Berita / Mitos dan Fakta /
Perkembangan Mutakhir Industri Sawit Indonesia: Berawal dari Empat Benih...
INDUSTRI sawit Indonesia yang dikenal selama ini memiliki sejarah panjang sejak masa kolonial. Berawal dari empat benih kelapa sawit yang dibawa Dr. D. T. Pryce, yang terdiri dari dua benih Bourbond-Mairitius, dan dua benih dari Amsterdam (Jenis Dura) untuk dijadikan sebagai tanaman koleksi Kebun Raya Bogor pada tahun 1848 (Hunger, 1942; Rutgers et Al, 1922).
Biji kelapa sawit dari Kebun Raya Bogor tersebut kemudian disebarkan untuk ditanam menjadi tanaman hias (ornamental) sekaligus "uji lokasi" di Pulau Jawa, Sulawesi, Kalimantan, Nusa Tenggara, Maluku maupun Sumatera khususnya di perkebunan tembakau Deli.
Uji coba pembudidayaan di distrik Deli oleh Deli Maatschappij, J. Kroll, melaporkan hasil uji coba tersebut cukup menggembirakan di mana produktifitas tanaman kelapa sawit lebih baik dibandingkan perkebunan di Afrika Barat sebagai habitatnya.
Usaha perkebunan kelapa sawit secara komersial pertama kali dimulai tahun 1911 oleh perusahaan Belgia di Pulau Raja (Asahan) dan Sungai Liput (Aceh). Kemudian pada tahun tersebut yakni tahun 1911 dianggap sebagai sejarah awal perkebunan kelapa sawit komersial di Indonesia.
Selain perusahaan Belgia pada tahun yang sama, perusahaan Jerman juga
membuka perkebunan kelapa sawit di Tanah Itam Ulu. Langkah investor Belgia dan Jerman kemudian diikuti oleh investor Belanda dan Inggris. Jumlah perusahaan perkebunan kelapa sawit terus berkembang dari 19 pada tahun 1916 meningkat menjadi 34 perusahaan pada tahun 1920. Pabrik Kelapa Sawit (PKS) pertama DJ Indonesia dibangun di Sungai Lipun tahun (1918), kemudian di Tanah Itam Ulu (1922).
Selama masa kolonial hingga Orde Lama, perkembangan perkebunan kelapa sawit sangat dipengaruhi oleh dinamika politik di Indonesia. Proses perubahan kekuasaan dari Pemerintah Kolonial kepada Pemerintah Republik Indonesia juga disertai proses nasionalisasi milik nasional dan swasta asing, yang kemudian menjadi cikal bakal Badan Usaha Milik Negara (BUMN) Perkebunan di Indonesia.

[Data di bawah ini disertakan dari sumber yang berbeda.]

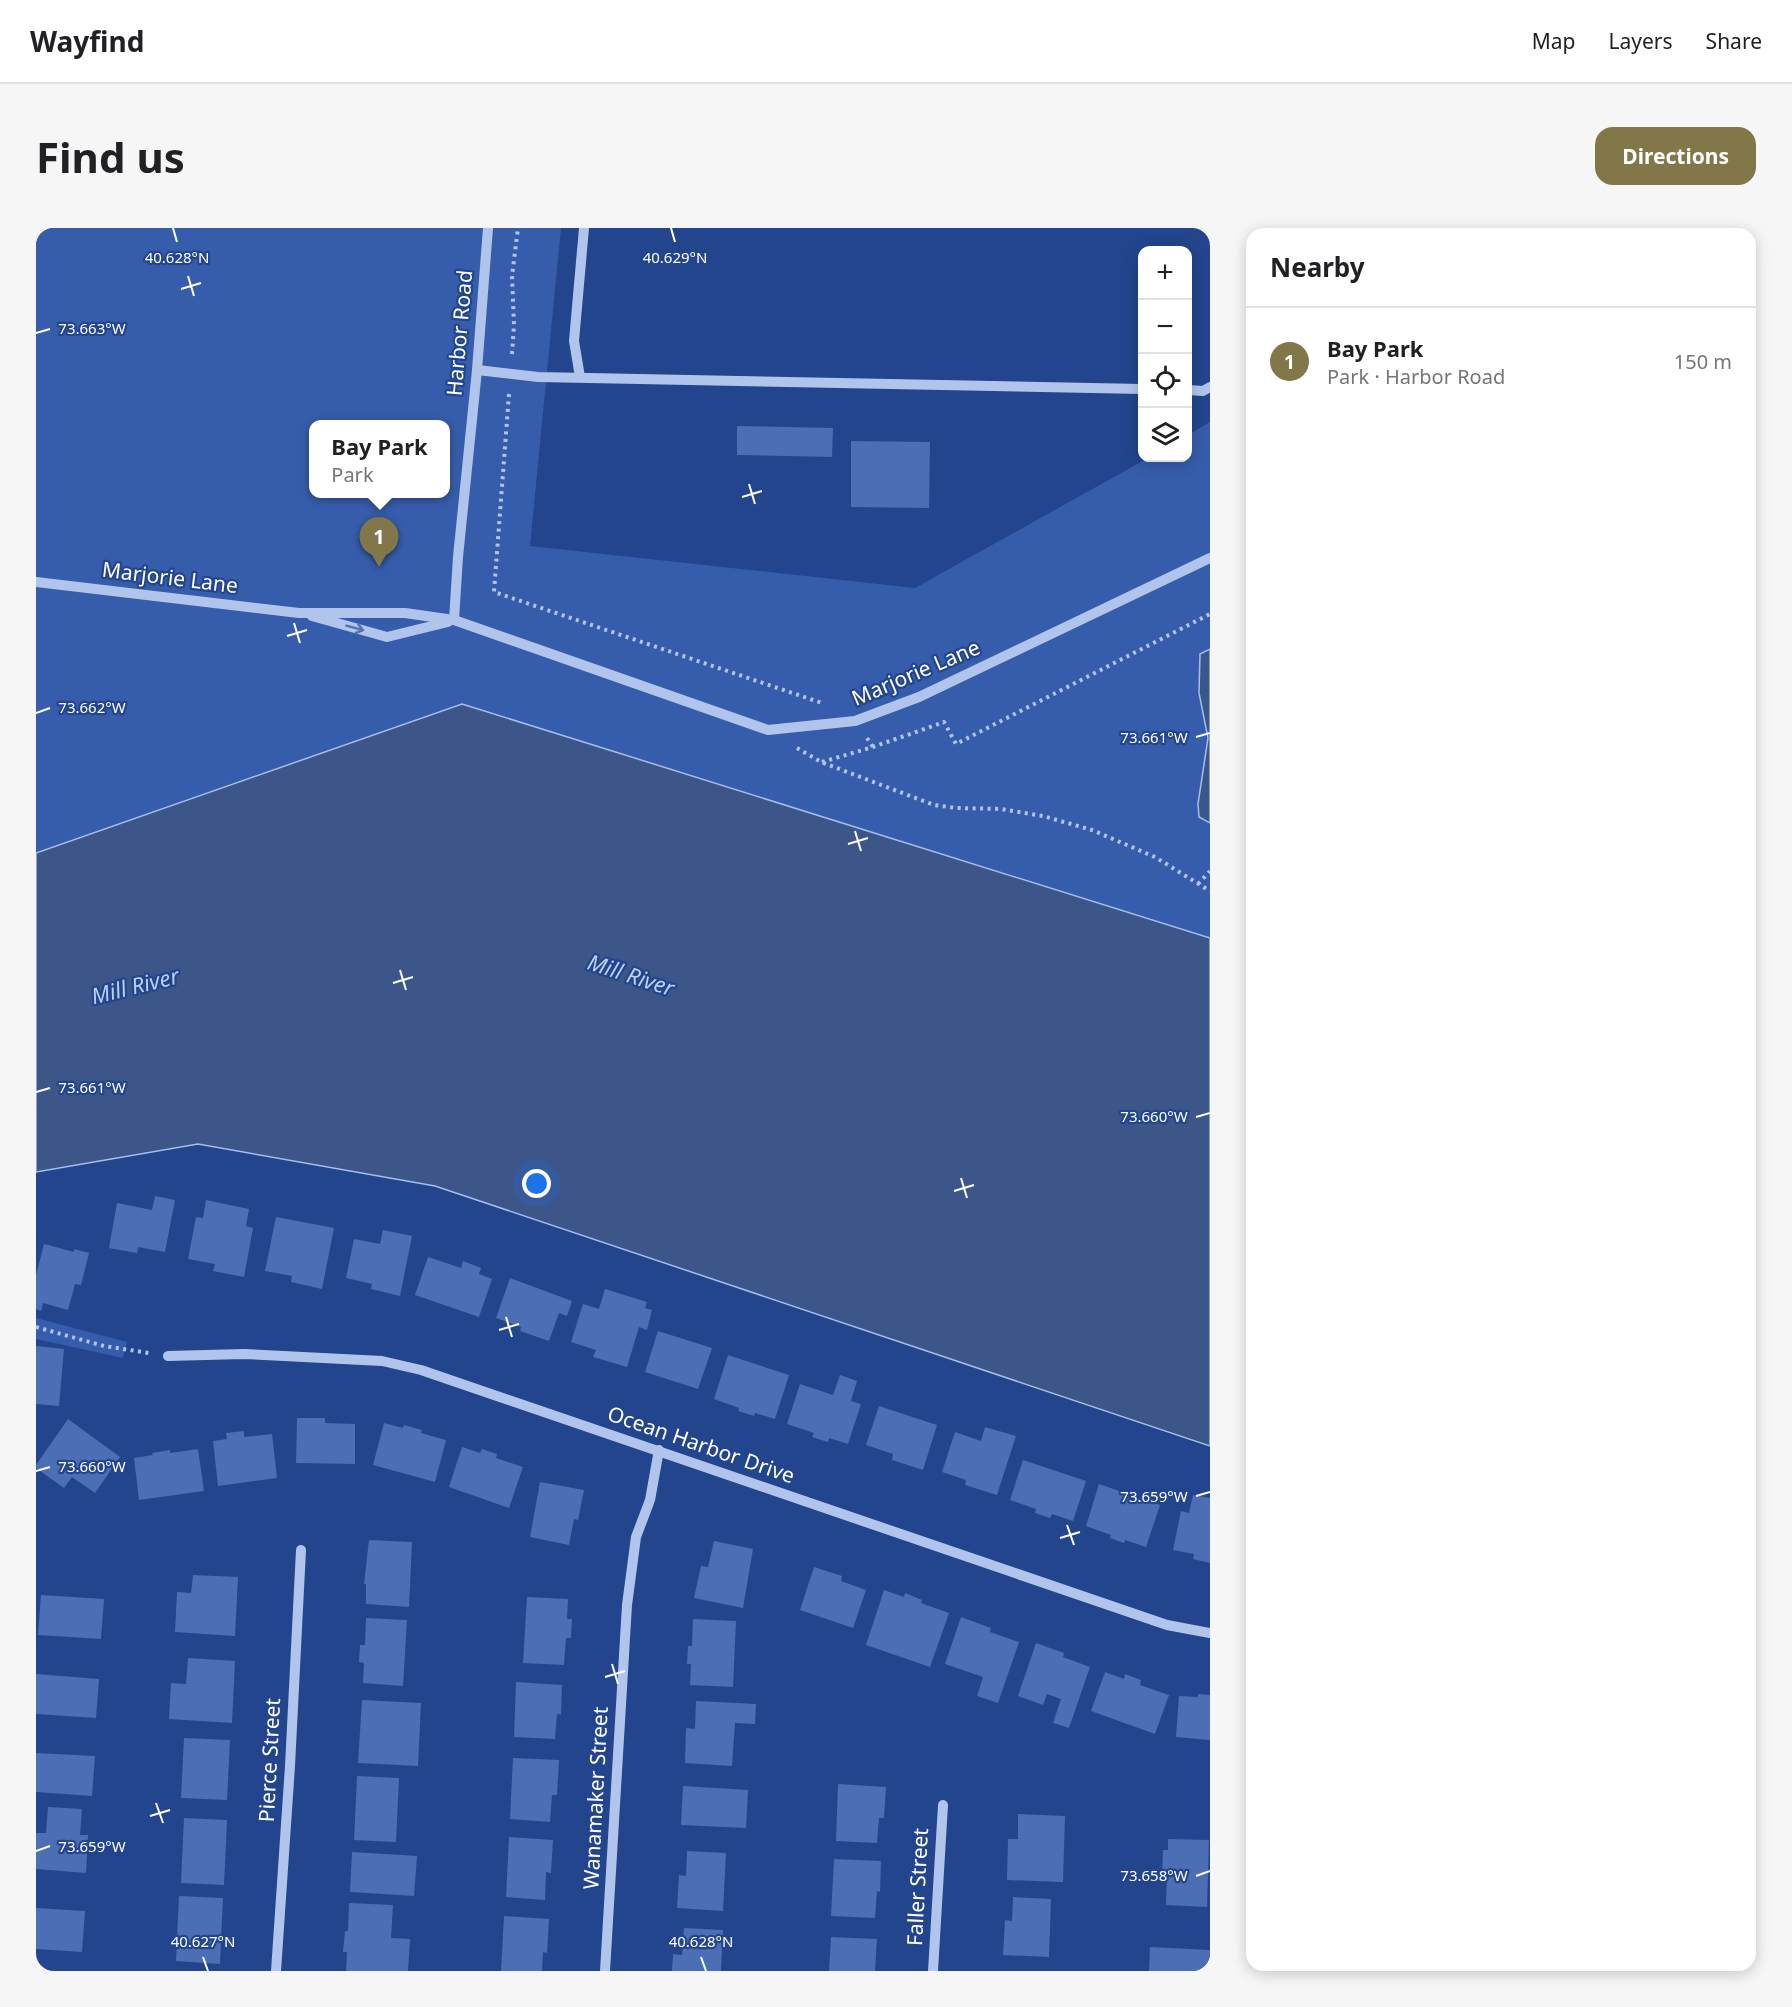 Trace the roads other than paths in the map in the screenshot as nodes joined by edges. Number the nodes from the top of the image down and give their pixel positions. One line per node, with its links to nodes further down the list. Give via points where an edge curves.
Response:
1 (488, 228): 3 (street, Harbor Road)
2 (584, 228): 4 (street, via 574,340)
3 (477, 370): 4 (street); 11 (street, Harbor Road)
4 (580, 378): 6 (street)
5 (1210, 387): 7 (street)
6 (1138, 389)
7 (1192, 390)
8 (1210, 558): 11 (street, Marjorie Lane, via 920,697 855,721 768,730)
9 (36, 582): 10 (street, Marjorie Lane)
10 (299, 613): 11 (street, Marjorie Lane, via 405,613); 11 (street, Marjorie Lane, one-way to 11, via 387,637)
11 (454, 620)
12 (168, 1356): 13 (street, Ocean Harbor Drive, via 244,1354 382,1361 421,1370)
13 (659, 1450): 15 (street, Ocean Harbor Drive, via 1167,1625); 18 (street, Wanamaker Street, via 650,1500 636,1537 627,1605)
14 (301, 1550): 17 (street, Pierce Street)
15 (1210, 1633)
16 (942, 1805): 19 (street, Faller Street)
17 (276, 1971)
18 (605, 1971)
19 (933, 1971)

Untuk mengakselerasi perkembangan perkebunan kelapa sawit di Indonesia, pemerintah memberi dukungan kebijakan untuk penguatan Perkebunan Besar Swasta Nasional (PBSN), yaitu PBSN I (1977-1978), PBSN II (1981-1986) dan PBSN III (1986-1990).
Dalam kebijakan tersebut, Pemerintah Indonesia memberikan fasilitas kredit murah untuk merehabilitasi kebun eksisting maupun pembukaan perkebunan kelapa sawit baru.
Pada tahun 1977, Pemerintah Indonesia berkolaborasi dengan World Bank, Asian Development Bank (ADB), Germany Government Agency (KfW) dan Internasional Fund for Agriculture Development (IFAD) untuk membangun proyek NES (Nucleus Estate and Smallholders) atau PIR (Perkebunan Inti Rakyat).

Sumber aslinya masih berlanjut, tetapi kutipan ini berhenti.